Michael O'Connell la miró, tomando nota del coche, el conductor y la matrícula.

– ¿Escuchas alguna vez canciones de amor? -me preguntó ella sin que viniese a cuento.

Vacilé un momento antes de repetir:

– ¿Canciones de amor?

– Exacto. Canciones de amor. Ya sabes, «Dubi dubi dubi, me molas cantidubi», o «Helen, mi vida se llama Helen».

– Pues en realidad no. Quiero decir, supongo que lo hace todo el mundo, hasta cierto punto. ¿No tratan de amor el noventa y nueve por ciento de las canciones pop, rock, country, lo que sea, incluso punk? Amor perdido, amor no correspondido, amor bueno, amor malo… Pero ¿qué relación tiene con lo que estamos hablando…?

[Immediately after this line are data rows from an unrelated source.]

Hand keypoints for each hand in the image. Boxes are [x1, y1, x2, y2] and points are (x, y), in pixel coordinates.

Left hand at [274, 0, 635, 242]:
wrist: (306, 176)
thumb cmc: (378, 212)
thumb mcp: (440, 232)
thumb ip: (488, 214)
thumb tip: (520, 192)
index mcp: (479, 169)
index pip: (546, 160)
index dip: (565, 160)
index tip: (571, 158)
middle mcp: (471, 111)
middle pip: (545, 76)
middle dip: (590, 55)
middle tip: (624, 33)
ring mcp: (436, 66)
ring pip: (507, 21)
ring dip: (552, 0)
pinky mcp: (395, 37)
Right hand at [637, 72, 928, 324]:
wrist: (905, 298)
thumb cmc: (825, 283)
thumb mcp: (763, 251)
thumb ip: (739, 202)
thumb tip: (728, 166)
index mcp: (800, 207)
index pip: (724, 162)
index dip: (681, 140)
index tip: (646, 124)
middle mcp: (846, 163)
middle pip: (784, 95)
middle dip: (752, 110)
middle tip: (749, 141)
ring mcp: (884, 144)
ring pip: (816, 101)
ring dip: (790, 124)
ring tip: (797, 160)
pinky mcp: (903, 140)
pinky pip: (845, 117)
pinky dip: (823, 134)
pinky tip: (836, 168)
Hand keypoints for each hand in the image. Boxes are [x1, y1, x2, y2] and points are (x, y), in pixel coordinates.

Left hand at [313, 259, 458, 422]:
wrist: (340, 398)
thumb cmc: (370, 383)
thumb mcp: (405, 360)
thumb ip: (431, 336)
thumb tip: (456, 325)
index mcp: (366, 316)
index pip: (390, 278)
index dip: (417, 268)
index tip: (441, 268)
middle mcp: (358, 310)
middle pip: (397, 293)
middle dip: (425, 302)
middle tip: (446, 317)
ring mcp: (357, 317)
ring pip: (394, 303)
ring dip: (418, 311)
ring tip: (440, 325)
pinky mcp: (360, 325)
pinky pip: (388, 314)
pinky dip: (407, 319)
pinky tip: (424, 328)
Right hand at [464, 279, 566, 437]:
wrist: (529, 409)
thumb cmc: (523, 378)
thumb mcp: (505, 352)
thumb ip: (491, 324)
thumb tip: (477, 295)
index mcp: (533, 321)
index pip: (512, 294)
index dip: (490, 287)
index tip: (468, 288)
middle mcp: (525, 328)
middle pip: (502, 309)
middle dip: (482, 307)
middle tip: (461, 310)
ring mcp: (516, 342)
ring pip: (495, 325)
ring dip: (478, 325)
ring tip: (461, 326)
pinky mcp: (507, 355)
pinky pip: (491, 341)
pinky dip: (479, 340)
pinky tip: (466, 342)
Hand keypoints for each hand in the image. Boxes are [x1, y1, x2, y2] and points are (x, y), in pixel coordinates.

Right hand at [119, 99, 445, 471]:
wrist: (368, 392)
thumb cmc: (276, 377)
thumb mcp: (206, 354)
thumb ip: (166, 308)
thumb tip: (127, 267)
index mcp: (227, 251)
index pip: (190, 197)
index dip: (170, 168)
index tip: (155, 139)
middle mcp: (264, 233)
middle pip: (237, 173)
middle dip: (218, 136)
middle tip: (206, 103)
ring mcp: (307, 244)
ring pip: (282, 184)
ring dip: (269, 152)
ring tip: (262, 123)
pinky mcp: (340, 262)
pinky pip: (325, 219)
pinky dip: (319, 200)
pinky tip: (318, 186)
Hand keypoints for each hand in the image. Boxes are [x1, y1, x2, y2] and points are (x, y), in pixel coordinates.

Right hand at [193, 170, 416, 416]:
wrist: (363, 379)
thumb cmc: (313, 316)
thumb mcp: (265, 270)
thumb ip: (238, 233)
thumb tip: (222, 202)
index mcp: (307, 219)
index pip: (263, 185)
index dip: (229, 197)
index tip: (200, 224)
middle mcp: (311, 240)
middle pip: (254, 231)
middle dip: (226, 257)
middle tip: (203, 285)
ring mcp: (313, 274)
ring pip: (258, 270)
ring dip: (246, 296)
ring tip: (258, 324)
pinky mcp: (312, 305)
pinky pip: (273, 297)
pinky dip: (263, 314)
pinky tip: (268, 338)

Me sentía un poco exasperado. Lo que quería era averiguar el siguiente paso de Ashley. Y desde luego quería saber más de Michael O'Connell.

– La mayoría de las canciones de amor no tratan del amor, sino de otras cosas relacionadas. Sobre todo de frustración, lujuria, deseo, necesidad, decepción. Rara vez tratan de lo que es realmente al amor. Si lo despojas de todos los aspectos vinculados, el amor no es más que dependencia mutua. El problema es que cuesta verlo, porque nos obsesionamos con alguno de los otros aspectos de la lista y supeditamos todas las emociones a eso.

– De acuerdo -dije-. ¿Y Michael O'Connell?

– Para él, el amor era furia. Ira.

Guardé silencio.

– Y le resultaba tan imprescindible como el aire que respiraba.